* [What you are asked to do]: What lines below contain the word "Jorge"? Please pull each one out.

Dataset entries

################

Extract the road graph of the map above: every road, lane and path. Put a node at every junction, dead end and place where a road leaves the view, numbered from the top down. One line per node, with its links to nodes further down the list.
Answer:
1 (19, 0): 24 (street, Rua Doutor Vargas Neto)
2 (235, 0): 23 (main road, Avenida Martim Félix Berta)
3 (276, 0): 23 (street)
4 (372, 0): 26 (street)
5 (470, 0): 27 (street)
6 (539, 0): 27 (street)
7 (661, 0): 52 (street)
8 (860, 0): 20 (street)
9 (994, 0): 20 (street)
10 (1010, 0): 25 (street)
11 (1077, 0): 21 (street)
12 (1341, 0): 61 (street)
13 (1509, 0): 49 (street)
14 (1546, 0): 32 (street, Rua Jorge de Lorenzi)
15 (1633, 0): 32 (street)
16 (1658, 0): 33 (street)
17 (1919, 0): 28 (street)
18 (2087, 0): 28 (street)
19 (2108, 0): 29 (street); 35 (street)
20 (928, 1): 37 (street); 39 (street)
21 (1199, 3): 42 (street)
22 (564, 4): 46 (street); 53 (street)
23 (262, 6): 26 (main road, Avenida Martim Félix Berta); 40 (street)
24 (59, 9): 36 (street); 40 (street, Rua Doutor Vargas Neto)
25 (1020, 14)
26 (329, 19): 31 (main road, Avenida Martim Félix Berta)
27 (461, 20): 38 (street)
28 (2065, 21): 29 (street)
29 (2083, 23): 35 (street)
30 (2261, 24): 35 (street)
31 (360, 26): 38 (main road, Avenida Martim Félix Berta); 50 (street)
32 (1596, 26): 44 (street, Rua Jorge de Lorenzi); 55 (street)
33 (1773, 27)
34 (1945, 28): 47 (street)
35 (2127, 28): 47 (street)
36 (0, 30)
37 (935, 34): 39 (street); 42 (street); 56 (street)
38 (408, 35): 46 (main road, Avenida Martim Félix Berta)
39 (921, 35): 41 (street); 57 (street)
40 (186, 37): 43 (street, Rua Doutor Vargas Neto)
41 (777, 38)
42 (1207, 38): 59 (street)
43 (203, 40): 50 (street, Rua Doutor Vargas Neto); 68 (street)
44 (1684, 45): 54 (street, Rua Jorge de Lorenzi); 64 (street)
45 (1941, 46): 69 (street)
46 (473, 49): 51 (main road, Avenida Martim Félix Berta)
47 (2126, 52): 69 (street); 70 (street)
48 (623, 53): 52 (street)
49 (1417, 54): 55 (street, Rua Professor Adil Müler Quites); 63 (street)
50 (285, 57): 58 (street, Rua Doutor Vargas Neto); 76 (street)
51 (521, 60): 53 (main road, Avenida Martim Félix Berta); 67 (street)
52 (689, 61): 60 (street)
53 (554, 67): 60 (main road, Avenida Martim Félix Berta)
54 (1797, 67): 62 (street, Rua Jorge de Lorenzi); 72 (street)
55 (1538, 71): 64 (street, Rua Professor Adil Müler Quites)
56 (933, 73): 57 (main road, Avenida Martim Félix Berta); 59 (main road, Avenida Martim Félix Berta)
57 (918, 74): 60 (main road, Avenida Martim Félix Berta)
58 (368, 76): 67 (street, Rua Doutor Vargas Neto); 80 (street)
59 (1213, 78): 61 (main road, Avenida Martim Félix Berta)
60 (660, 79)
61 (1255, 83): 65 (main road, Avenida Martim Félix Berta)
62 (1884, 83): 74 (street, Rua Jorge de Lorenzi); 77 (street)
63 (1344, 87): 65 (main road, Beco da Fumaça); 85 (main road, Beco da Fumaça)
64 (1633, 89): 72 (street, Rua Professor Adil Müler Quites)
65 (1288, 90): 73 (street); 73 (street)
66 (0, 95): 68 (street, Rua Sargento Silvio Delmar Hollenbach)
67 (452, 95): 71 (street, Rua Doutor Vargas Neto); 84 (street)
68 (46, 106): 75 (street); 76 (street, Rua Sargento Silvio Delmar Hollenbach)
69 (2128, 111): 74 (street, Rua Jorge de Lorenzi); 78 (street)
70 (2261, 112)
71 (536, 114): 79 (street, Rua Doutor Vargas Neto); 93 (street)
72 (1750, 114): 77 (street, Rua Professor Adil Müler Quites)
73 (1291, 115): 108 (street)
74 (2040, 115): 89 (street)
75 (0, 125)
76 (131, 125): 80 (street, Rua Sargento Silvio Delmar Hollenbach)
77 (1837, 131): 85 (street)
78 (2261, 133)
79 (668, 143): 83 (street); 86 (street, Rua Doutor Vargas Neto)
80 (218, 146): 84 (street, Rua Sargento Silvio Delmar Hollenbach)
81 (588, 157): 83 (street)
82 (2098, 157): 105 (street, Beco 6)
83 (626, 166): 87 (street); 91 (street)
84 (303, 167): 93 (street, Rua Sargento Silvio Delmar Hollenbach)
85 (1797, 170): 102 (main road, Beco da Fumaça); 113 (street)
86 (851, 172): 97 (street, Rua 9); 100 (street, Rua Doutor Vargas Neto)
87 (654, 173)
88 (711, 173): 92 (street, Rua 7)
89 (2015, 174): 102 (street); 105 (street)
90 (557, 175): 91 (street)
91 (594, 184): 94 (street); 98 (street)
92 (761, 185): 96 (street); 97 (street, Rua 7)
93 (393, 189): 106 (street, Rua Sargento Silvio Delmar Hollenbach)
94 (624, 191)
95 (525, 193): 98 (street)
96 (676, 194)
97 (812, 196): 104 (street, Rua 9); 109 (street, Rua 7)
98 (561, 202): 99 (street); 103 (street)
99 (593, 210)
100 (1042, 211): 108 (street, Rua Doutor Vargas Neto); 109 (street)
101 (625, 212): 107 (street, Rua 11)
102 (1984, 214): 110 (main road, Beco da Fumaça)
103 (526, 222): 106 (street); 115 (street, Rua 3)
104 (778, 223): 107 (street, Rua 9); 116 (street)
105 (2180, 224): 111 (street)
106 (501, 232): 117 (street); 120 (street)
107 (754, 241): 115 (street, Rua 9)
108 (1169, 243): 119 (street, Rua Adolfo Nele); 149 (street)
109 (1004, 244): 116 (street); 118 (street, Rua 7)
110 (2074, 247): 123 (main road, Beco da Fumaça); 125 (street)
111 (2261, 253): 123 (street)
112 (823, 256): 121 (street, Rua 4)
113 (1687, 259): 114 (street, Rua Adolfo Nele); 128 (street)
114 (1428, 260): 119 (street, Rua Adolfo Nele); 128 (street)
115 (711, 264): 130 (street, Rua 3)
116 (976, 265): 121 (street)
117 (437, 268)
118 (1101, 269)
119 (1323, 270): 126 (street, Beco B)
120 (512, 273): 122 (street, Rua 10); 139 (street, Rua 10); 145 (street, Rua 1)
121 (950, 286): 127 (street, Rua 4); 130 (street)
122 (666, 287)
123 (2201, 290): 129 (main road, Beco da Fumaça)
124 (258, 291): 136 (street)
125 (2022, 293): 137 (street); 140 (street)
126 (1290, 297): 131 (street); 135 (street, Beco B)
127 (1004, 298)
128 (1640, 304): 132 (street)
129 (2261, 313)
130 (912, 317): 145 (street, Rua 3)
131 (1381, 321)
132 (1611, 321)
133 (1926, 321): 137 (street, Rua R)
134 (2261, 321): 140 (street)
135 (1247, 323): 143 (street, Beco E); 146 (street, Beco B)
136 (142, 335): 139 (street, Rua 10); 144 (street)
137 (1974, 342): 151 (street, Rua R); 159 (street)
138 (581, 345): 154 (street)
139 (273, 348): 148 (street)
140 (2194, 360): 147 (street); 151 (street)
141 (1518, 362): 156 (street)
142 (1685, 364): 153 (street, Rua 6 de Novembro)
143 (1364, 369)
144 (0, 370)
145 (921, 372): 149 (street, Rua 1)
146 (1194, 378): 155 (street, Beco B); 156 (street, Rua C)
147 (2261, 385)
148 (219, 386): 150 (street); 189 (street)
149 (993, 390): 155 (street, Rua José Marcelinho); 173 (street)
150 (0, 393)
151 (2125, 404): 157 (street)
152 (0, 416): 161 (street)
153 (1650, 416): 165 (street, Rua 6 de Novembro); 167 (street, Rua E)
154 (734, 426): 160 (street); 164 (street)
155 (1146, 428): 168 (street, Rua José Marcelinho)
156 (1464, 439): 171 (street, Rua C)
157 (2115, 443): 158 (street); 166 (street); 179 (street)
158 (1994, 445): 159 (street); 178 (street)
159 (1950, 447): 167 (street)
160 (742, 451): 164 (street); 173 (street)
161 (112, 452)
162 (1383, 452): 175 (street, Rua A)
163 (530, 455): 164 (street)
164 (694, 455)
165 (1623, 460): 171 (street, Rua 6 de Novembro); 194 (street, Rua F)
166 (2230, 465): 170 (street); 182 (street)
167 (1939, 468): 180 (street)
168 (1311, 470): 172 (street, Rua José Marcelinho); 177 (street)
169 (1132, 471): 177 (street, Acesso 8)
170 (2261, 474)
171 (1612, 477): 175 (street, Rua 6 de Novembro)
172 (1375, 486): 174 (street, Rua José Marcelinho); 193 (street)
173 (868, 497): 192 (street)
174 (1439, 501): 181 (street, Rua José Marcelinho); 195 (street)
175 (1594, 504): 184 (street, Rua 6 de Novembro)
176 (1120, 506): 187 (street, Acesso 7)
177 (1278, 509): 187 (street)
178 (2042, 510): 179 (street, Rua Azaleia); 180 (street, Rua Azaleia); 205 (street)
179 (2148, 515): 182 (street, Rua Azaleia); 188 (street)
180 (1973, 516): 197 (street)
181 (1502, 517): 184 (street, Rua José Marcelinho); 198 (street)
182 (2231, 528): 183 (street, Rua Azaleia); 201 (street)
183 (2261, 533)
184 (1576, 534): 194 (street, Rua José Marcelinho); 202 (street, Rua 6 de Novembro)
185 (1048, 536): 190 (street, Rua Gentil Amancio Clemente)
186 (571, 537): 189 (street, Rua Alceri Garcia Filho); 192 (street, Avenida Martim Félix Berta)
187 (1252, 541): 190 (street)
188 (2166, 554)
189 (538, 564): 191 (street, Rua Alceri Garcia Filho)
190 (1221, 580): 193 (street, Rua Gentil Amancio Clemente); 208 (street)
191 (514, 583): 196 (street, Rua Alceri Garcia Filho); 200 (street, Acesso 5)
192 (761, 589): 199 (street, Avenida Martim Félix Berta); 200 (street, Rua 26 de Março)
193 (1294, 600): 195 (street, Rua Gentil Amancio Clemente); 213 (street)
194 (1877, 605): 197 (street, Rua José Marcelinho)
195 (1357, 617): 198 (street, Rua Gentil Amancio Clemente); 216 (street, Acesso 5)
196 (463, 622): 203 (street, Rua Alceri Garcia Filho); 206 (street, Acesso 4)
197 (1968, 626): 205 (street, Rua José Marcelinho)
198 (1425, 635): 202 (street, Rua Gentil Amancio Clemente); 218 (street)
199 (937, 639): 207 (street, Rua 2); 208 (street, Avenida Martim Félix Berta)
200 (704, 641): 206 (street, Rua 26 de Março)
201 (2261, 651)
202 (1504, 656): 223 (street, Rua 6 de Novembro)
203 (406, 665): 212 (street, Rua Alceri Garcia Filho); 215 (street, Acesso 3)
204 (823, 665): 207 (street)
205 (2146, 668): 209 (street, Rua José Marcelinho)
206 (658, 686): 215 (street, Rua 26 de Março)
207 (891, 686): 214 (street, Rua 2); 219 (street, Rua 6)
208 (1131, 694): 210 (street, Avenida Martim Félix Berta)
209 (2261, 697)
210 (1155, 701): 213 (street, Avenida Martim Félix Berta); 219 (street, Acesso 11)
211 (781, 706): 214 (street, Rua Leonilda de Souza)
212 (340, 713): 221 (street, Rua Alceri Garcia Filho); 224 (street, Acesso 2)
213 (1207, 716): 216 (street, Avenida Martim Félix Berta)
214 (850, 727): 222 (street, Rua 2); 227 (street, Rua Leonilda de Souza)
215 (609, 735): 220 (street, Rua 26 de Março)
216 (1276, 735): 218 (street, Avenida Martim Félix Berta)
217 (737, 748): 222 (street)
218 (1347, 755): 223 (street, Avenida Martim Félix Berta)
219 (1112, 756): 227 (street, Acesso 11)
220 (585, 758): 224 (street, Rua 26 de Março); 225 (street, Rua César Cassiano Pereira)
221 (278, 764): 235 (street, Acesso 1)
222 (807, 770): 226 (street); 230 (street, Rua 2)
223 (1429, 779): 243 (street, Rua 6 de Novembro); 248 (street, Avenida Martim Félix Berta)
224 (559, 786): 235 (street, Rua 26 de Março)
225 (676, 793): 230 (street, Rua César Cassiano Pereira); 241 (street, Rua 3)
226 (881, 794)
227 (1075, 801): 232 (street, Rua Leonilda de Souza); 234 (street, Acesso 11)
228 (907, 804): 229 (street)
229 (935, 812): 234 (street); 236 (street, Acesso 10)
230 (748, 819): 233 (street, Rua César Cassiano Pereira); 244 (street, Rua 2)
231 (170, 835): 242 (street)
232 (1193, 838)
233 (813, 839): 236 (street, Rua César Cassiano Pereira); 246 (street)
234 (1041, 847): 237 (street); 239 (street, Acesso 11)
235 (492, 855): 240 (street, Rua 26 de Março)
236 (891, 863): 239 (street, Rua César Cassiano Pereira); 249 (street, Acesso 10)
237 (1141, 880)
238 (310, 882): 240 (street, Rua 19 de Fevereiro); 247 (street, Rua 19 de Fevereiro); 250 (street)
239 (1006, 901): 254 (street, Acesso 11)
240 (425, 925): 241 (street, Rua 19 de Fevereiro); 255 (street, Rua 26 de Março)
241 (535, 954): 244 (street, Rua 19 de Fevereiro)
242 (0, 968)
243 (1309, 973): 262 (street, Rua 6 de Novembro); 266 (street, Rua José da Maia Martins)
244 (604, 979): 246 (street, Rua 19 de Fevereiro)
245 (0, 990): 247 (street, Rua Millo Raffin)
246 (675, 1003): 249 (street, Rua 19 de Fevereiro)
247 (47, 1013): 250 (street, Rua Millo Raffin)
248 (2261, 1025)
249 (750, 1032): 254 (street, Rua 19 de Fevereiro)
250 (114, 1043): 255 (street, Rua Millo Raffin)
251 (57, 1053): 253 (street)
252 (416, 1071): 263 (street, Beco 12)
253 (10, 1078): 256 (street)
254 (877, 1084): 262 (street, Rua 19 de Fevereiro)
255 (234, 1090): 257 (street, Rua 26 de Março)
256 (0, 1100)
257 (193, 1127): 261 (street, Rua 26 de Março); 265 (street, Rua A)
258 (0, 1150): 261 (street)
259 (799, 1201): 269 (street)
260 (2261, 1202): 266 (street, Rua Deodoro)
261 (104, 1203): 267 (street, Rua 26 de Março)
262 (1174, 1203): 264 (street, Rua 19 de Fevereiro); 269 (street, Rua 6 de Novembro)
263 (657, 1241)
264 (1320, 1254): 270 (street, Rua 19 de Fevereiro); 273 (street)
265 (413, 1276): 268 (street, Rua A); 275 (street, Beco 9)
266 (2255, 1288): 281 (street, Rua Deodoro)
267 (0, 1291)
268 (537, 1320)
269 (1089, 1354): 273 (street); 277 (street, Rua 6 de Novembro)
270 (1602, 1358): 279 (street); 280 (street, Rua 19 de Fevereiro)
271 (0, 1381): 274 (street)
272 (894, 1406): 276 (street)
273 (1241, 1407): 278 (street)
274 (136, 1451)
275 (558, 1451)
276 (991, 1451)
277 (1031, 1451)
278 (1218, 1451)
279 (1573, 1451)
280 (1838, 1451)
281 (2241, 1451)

################

* [Answer space]:
14 (1546, 0): 32 (street, Rua Jorge de Lorenzi)
32 (1596, 26): 44 (street, Rua Jorge de Lorenzi); 55 (street)
44 (1684, 45): 54 (street, Rua Jorge de Lorenzi); 64 (street)
54 (1797, 67): 62 (street, Rua Jorge de Lorenzi); 72 (street)
62 (1884, 83): 74 (street, Rua Jorge de Lorenzi); 77 (street)
69 (2128, 111): 74 (street, Rua Jorge de Lorenzi); 78 (street)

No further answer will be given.